:: Listed records
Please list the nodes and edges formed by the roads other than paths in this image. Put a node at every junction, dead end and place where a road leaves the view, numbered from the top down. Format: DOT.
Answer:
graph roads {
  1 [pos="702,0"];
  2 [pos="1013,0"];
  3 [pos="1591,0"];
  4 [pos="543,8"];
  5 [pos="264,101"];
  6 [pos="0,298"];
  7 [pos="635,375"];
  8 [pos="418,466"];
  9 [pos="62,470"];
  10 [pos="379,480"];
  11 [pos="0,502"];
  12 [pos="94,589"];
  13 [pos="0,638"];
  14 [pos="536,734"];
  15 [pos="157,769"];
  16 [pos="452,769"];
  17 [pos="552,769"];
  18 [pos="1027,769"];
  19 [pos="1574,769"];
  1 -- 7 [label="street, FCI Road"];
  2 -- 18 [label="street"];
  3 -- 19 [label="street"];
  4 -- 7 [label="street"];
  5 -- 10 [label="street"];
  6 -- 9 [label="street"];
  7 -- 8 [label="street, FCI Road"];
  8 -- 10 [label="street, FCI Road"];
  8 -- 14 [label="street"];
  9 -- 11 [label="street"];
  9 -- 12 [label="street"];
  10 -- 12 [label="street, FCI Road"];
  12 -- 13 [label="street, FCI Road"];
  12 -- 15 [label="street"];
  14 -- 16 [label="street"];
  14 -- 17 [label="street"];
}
::::
**Prompt:**
Transcribe every record exactly.

**Final answer:**
Please list the nodes and edges formed by the roads other than paths in this image. Put a node at every junction, dead end and place where a road leaves the view, numbered from the top down. Format: DOT.
Answer:
graph roads {
  1 [pos="702,0"];
  2 [pos="1013,0"];
  3 [pos="1591,0"];
  4 [pos="543,8"];
  5 [pos="264,101"];
  6 [pos="0,298"];
  7 [pos="635,375"];
  8 [pos="418,466"];
  9 [pos="62,470"];
  10 [pos="379,480"];
  11 [pos="0,502"];
  12 [pos="94,589"];
  13 [pos="0,638"];
  14 [pos="536,734"];
  15 [pos="157,769"];
  16 [pos="452,769"];
  17 [pos="552,769"];
  18 [pos="1027,769"];
  19 [pos="1574,769"];
  1 -- 7 [label="street, FCI Road"];
  2 -- 18 [label="street"];
  3 -- 19 [label="street"];
  4 -- 7 [label="street"];
  5 -- 10 [label="street"];
  6 -- 9 [label="street"];
  7 -- 8 [label="street, FCI Road"];
  8 -- 10 [label="street, FCI Road"];
  8 -- 14 [label="street"];
  9 -- 11 [label="street"];
  9 -- 12 [label="street"];
  10 -- 12 [label="street, FCI Road"];
  12 -- 13 [label="street, FCI Road"];
  12 -- 15 [label="street"];
  14 -- 16 [label="street"];
  14 -- 17 [label="street"];
}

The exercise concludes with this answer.